En 2024, Google aurait pu s’écarter de ses restrictions publiques concernant l’usage de l’intelligence artificielle en apportant une assistance à un sous-traitant militaire israélien impliqué dans l’analyse de vidéos de drones. C’est ce qui ressort d’une plainte confidentielle déposée par un lanceur d’alerte auprès de la Securities and Exchange Commission (SEC) des États-Unis et examinée par des médias américains.

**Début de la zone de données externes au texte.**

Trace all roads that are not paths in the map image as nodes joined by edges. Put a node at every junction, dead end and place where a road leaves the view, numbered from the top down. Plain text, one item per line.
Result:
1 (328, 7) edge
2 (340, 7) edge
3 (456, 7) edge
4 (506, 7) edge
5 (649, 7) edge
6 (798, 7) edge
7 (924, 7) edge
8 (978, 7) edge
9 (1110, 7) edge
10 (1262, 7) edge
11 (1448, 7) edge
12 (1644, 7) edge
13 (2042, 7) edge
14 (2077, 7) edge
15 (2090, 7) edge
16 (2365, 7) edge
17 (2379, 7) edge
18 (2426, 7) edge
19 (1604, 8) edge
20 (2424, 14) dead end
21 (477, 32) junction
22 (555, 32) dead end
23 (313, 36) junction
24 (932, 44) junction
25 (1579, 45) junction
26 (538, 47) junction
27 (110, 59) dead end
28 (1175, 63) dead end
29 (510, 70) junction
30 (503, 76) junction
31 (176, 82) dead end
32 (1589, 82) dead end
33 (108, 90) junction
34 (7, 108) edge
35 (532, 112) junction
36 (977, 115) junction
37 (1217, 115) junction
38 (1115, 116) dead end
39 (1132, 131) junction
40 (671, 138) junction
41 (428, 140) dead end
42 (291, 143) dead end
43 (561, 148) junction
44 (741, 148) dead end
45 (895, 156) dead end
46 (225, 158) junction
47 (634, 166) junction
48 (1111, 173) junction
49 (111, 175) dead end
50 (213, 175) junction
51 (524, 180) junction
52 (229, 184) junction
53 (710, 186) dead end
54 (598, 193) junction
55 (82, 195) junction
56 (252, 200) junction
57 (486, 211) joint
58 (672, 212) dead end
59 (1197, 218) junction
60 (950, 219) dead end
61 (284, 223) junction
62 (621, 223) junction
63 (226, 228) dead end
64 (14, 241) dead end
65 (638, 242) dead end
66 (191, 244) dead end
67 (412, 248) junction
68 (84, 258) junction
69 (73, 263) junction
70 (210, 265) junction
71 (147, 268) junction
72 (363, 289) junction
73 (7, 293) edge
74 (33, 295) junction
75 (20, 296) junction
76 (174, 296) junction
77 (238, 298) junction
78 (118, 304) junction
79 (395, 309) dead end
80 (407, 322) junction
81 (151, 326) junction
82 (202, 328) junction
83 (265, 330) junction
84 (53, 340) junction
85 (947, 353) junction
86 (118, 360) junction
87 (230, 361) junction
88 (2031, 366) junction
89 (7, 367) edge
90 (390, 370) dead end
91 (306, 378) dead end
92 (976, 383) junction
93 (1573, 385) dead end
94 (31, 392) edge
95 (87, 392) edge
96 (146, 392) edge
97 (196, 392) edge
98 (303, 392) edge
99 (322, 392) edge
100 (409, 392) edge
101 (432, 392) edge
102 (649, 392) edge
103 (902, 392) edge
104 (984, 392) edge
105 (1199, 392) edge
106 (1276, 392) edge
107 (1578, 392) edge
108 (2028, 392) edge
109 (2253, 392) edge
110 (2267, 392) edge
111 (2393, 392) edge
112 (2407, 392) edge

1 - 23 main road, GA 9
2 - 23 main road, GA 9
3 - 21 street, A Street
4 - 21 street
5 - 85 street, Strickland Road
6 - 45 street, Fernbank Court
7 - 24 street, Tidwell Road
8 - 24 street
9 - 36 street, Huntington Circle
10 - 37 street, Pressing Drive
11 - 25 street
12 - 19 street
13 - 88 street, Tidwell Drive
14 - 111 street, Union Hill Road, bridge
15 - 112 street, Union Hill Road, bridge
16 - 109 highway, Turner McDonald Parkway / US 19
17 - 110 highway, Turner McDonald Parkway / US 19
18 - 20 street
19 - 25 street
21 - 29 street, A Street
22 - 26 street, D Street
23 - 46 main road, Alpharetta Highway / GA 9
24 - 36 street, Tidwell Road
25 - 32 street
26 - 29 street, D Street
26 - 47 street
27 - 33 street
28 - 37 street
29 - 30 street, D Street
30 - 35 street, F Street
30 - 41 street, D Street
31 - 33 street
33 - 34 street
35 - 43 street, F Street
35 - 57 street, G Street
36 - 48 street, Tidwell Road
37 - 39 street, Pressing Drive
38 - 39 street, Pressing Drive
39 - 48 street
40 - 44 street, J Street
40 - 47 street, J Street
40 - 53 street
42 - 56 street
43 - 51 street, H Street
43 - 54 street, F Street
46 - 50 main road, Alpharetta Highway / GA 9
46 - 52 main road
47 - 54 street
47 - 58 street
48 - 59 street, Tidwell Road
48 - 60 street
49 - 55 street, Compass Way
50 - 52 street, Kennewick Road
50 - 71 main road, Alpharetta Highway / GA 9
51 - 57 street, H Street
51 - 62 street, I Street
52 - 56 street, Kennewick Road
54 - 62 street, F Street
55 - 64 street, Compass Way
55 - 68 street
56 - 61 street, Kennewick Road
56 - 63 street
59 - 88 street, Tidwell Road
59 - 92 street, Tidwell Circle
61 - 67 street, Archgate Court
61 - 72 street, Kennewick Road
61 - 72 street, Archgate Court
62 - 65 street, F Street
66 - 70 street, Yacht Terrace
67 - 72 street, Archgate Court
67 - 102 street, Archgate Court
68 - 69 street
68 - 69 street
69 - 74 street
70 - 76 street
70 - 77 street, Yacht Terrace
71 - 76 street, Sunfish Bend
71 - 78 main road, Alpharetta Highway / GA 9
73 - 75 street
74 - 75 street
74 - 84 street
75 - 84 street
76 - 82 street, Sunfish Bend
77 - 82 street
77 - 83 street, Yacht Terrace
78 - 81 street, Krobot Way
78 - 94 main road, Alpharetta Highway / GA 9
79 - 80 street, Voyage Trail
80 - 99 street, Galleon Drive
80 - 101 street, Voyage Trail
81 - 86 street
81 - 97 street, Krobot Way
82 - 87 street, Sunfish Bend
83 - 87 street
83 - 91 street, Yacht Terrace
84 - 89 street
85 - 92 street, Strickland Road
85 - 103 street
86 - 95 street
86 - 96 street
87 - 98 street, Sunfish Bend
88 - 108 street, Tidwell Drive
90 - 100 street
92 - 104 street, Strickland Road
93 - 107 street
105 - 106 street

Selon cette plainte, la division des services cloud de Google a reçu en juillet 2024 une demande adressée au service d’assistance par un compte utilisant une adresse électronique de l’armée israélienne. Le nom figurant dans la demande correspond à celui d’un employé de la société technologique israélienne CloudEx, présentée dans la plainte comme travaillant avec les structures de défense israéliennes. La demande portait sur l’amélioration de la fiabilité du système d’IA Gemini pour l’identification d’objets tels que des drones, des véhicules blindés et des personnels sur des images aériennes.
Les documents internes joints à la plainte affirment que les employés de Google ne se seraient pas limités à une réponse standard, mais auraient fourni des recommandations et procédé à des tests internes. À cette période, les principes publics de Google en matière d’IA prévoyaient que l’entreprise ne devait pas appliquer ses technologies à des usages liés aux armes ni à des activités de surveillance susceptibles de contrevenir aux normes internationales reconnues.
Le lanceur d’alerte soutient que cette assistance contredisait ces principes et que l’écart entre les engagements publics de Google et ses pratiques internes pourrait constituer une violation du droit boursier. La plainte avance que, en intégrant ses principes éthiques de l’IA dans ses communications officielles et réglementaires tout en agissant de manière incompatible, l’entreprise aurait pu induire en erreur les investisseurs et les autorités de régulation.
L’ancien employé de Google à l’origine de la plainte a choisi l’anonymat, invoquant la crainte de représailles. Selon la déclaration qui lui est attribuée, les procédures internes d’examen éthique de l’IA étaient généralement appliquées avec rigueur, mais n’auraient pas été respectées de la même manière lorsqu’il s’agissait de dossiers liés à Israël et au conflit à Gaza.
Google conteste ces accusations. Un porte-parole de l’entreprise a indiqué que l’échange relevait d’une réponse générale du service d’assistance, comparable à celles fournies à tout client, sans accompagnement technique approfondi. Il a également souligné que le compte concerné présentait un niveau d’utilisation très limité des services d’IA, ce qui, selon l’entreprise, ne permettait pas un usage significatif de la technologie.
La SEC a refusé de commenter l’affaire, rappelant que les plaintes reçues par l’agence sont confidentielles et n’entraînent pas automatiquement l’ouverture d’une enquête. Ni l’armée israélienne ni CloudEx n’ont publié de réaction officielle.
Ces accusations s’inscrivent dans un contexte plus large de débats sur l’implication des grandes entreprises technologiques américaines dans des projets militaires et de sécurité. En 2024, CloudEx a participé à des événements sectoriels au cours desquels des responsables militaires israéliens ont mis en avant le rôle croissant du cloud computing dans les opérations en cours. Google a de son côté affirmé par le passé que sa coopération avec le gouvernement israélien ne portait pas sur des activités militaires sensibles ou classifiées.
Au fil des dernières années, Google a fait évoluer sa position vis-à-vis des contrats gouvernementaux et de défense. Après avoir renoncé à un projet avec le Pentagone en 2018, l’entreprise avait adopté des restrictions explicites concernant l’usage militaire de l’IA. Par la suite, elle a néanmoins renforcé sa coopération avec des institutions publiques, notamment à travers d’importants contrats cloud, une évolution qui a suscité des protestations internes et des licenciements.
En 2025, Google a modifié ses principes en matière d’IA en supprimant les interdictions explicites relatives aux usages militaires et de surveillance, invoquant la nécessité de s’adapter à un contexte international en mutation. La plainte du lanceur d’alerte concerne toutefois une période antérieure à ces changements, lorsque les restrictions précédentes étaient toujours officiellement en vigueur.
Cette affaire relance le débat sur la cohérence entre les engagements éthiques affichés par les entreprises technologiques et leurs décisions opérationnelles dans des contextes géopolitiquement sensibles, en particulier en période de conflit armé.